Monday, July 26, 2010

Summer and heat - again

Dogs – especially sporting dogs - are particularly susceptible to heat stroke. This is a primary danger to our bird dogs. Your dog is far more likely to suffer heatstroke than snakebite, coyote attack, or any other medical problem in the field. It happens rapidly and is often fatal. Because dogs have limited ability to control body temperature (mainly respiration), these mechanisms can fail to control temperatures, and the stage is set for heat stroke. 

Once a dog's body temperature passes above about 105⁰F, changes begin to occur that make it difficult to regain normal temperatures. Oxygen demand increases beyond what can be supplied. As temperature elevates past 108⁰F , cellular damage starts to occur in the kidneys, liver, blood, gastrointestinal tract, heart and brain – how much damage depends on the temperature and duration. Even dogs that do not die immediately may (or will) experience continued problems and die several days later. I know people who have lost dogs they thought would survive, and it is a heartbreaker.

Aggravating factors
Obviously, heat, but it does not have to be extremely hot. Exertion, humidity, lack of hydration, use of some drugs (like antihistamines), and lack of air circulation (as in a closed vehicle or crate) are all associated with canine heat stroke.

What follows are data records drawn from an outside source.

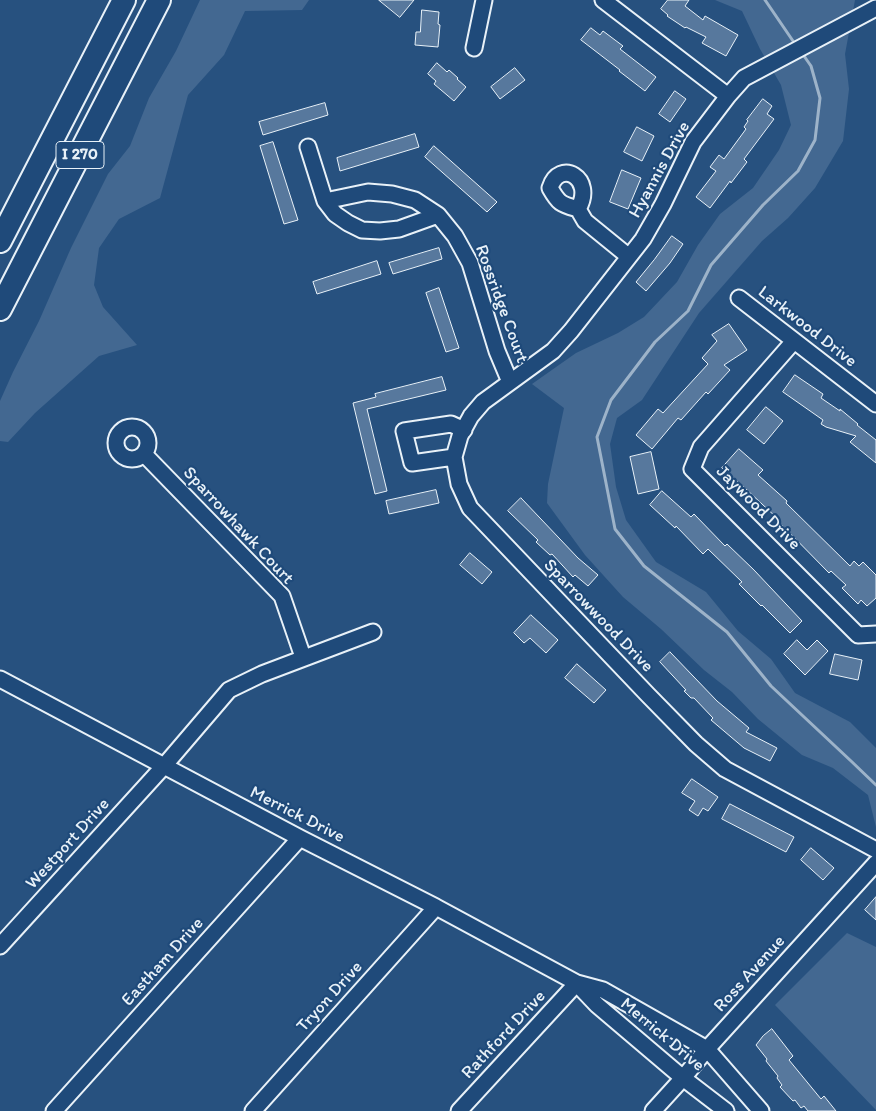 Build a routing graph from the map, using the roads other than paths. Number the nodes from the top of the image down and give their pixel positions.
1 (124, 0) edge
2 (159, 0) edge
3 (484, 0) edge
4 (603, 0) edge
5 (876, 8) edge
6 (474, 48) dead end
7 (728, 96) junction
8 (308, 146) dead end
9 (325, 201) junction
10 (578, 209) dead end
11 (438, 215) junction
12 (0, 240) edge
13 (628, 256) junction
14 (739, 298) dead end
15 (0, 309) edge
16 (794, 341) junction
17 (553, 351) joint
18 (510, 382) junction
19 (876, 404) edge
20 (464, 430) junction
21 (144, 454) dead end
22 (454, 457) junction
23 (372, 632) dead end
24 (876, 634) edge
25 (304, 657) junction
26 (0, 679) edge
27 (164, 766) junction
28 (300, 838) junction
29 (876, 850) edge
30 (876, 863) edge
31 (436, 907) junction
32 (2, 940) edge
33 (576, 984) junction
34 (707, 1049) junction
35 (683, 1078) junction
36 (54, 1111) edge
37 (253, 1111) edge
38 (459, 1111) edge
39 (653, 1111) edge
40 (726, 1111) edge
41 (760, 1111) edge

1 - 12 highway, I 270
2 - 15 highway, I 270
3 - 6 street
4 - 7 street
5 - 7 street, Hyannis Drive
7 - 13 street, Hyannis Drive
8 - 9 street
9 - 11 street, Rossridge Court
9 - 11 street
10 - 13 street
11 - 18 street, Rossridge Court
13 - 17 street, Hyannis Drive
14 - 16 street, Larkwood Drive
16 - 19 street, Larkwood Drive
16 - 24 street, Jaywood Drive
17 - 18 street, Sparrowwood Drive
18 - 20 street, Sparrowwood Drive
20 - 22 street, Sparrowwood Drive
20 - 22 street
21 - 25 street, Sparrowhawk Court
22 - 29 street, Sparrowwood Drive
23 - 25 street
25 - 27 street
26 - 27 street, Merrick Drive
27 - 28 street, Merrick Drive
27 - 32 street, Westport Drive
28 - 31 street, Merrick Drive
28 - 36 street, Eastham Drive
30 - 34 street, Ross Avenue
31 - 33 street, Merrick Drive
31 - 37 street, Tryon Drive
33 - 34 street, Merrick Drive
33 - 35 street, Merrick Drive
33 - 38 street, Rathford Drive
34 - 35 street, Ross Avenue
34 - 41 street, Merrick Drive
35 - 39 street, Ross Avenue
35 - 40 street, Merrick Drive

Extreme activity will drive body temperatures up very quickly. After high activity, return the dog to an air conditioned space, or wet your dog down stake him out in an area that is shaded and breezy to allow evaporation to further cool the dog. Do not return a wet dog to an enclosed crate – evaporative cooling requires air circulation. Provide plenty of cool fresh water both before and after activity. When hunting and trialing, I find that a dog is usually very receptive to a drink once he has run for 5 or 10 minutes. This is an opportunity to get extra fluids into the dog before he actually needs it. Keep the dogs weight down, provide exercise regularly, and be careful with older dogs.

Evaporative cooling becomes less efficient as the relative humidity rises, so humidity is an important factor as well. Jim Michaletz, a Missouri field trailer, has suggested that combining the air temperature (⁰F) and relative humidity figure is a good index. If, for instance, it is 70⁰F with a relative humidity of 70% to total number would be 140. It could be 85⁰F with a relative humidity of 40% and the total is 125 -- effectively lower.  Jim says that he stops running dogs when the combined number gets above 140.

Signs of heat stroke
Dogs suffering heat stroke will exhibit disorientation, staggering or stumbling, excessive and uncontrolled panting and accelerated heart rate. The gums may appear grayish-pink. They often do not want water or food. When in doubt, assume that the dog has heat stroke and take immediate steps to cool the pup down.

First aid and follow-up
In my opinion, it is far better to over-react than to simply wait and see. Get the dog cool as soon as humanly possible – immersion in cool water will rapidly lower body temperature. Get the dog to a vet immediately for blood tests and IV hydration. If there has been damage the blood test will indicate and additional therapy may be required.

Remember, it's a lot hotter at ground level that on the back of a horse, on an ATV, or even walking. Be careful out there. Better, I think, to err on the side of caution and pick that pup up before he tires and overheats.

EDIT -- I see that there is another useful piece on canine heat stroke on Strideaway by Shawn Wayment, DVM. I highly recommend it! - MS


Mark Coleman said...

Good post and I hope a lot of people read it. Every year you read about, hear about or witness someone losing a dog to heat. Early in the morning and late in the evening for short periods is the rule during hot weather.

I was over at Maurice's last Saturday and he just received some 8-9 week old quail. He's not working them at all for fear of stressing them too much in this oppressive heat we're having. It's not just the dogs that can suffer.

I am done with summer and we're not even in August yet. I can't remember ever looking forward to fall and cooler weather more than I am this year.

Andrew Campbell said...

Mike: I remind folks in the northeast about the magic number '140' a lot. We get plenty of 'cool' but very muggy fall days where it might never top 70degs, but the high probability of rain or thunder drives the humidity up and together they really put stress on the dogs.

Got back from the cool of Arizona yesterday, left my own little rocketship out there for the remaining six weeks, and am excited to see how much polish Bill can get on him in that time.